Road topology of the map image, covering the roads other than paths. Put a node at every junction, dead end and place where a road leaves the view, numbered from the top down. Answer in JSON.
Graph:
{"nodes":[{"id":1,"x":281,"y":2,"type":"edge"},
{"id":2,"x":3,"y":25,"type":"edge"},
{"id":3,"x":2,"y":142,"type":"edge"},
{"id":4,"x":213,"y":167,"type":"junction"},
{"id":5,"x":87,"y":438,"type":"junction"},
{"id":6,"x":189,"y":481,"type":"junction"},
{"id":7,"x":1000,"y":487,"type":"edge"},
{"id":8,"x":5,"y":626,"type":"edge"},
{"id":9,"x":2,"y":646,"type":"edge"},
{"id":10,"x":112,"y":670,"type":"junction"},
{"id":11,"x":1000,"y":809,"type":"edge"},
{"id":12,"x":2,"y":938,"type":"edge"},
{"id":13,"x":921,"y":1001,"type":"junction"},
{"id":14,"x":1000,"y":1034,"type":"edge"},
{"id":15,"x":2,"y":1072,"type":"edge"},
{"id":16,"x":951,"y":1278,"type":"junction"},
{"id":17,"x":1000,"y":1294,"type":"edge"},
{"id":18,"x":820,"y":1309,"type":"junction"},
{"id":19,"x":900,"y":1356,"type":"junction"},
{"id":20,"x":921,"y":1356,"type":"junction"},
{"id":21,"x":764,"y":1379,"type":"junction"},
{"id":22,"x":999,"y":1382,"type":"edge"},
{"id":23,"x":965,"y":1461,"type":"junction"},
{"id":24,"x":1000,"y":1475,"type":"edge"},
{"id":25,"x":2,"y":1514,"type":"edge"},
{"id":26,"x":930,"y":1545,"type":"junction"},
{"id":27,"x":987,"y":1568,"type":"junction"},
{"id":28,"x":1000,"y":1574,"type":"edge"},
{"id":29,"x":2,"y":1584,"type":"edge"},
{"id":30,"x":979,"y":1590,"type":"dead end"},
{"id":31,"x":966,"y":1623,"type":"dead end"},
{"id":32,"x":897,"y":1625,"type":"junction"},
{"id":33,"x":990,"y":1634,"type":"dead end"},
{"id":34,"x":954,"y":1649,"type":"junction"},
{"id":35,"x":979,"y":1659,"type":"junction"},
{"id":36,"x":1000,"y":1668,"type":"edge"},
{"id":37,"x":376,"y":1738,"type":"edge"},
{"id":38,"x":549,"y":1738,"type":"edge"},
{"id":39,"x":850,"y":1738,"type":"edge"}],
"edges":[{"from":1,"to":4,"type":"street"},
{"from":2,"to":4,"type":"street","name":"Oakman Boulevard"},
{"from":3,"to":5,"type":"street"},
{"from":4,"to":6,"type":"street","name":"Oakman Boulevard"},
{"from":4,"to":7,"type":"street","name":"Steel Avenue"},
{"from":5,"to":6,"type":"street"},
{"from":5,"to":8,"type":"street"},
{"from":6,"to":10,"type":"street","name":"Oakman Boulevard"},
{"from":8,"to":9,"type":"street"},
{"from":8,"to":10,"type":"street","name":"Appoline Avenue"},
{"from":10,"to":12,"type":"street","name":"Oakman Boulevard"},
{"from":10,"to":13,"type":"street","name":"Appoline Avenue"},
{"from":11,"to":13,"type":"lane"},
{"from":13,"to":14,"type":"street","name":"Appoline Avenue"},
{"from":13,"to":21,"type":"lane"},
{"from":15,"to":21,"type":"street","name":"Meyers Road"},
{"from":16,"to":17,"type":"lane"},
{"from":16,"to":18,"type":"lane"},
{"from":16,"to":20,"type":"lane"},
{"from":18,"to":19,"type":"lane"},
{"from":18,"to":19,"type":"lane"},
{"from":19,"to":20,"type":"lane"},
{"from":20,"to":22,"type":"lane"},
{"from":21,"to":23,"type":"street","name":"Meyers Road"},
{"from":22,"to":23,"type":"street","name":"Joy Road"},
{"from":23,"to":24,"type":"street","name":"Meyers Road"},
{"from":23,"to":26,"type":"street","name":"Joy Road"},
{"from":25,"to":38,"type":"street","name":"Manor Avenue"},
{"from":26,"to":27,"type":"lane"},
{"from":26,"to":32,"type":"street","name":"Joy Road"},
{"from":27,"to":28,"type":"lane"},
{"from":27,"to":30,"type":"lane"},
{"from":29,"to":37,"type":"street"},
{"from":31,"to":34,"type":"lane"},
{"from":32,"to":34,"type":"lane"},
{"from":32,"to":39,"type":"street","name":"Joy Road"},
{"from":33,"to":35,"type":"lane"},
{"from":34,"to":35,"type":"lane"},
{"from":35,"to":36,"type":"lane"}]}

☆ ☆ ☆ ☆ ☆ ☆ ☆

• **Exercise goal**: Find all the lines with "Meyers" in the data and copy them.

• **Result of this task**:
{"from":15,"to":21,"type":"street","name":"Meyers Road"},
{"from":21,"to":23,"type":"street","name":"Meyers Road"},
{"from":23,"to":24,"type":"street","name":"Meyers Road"},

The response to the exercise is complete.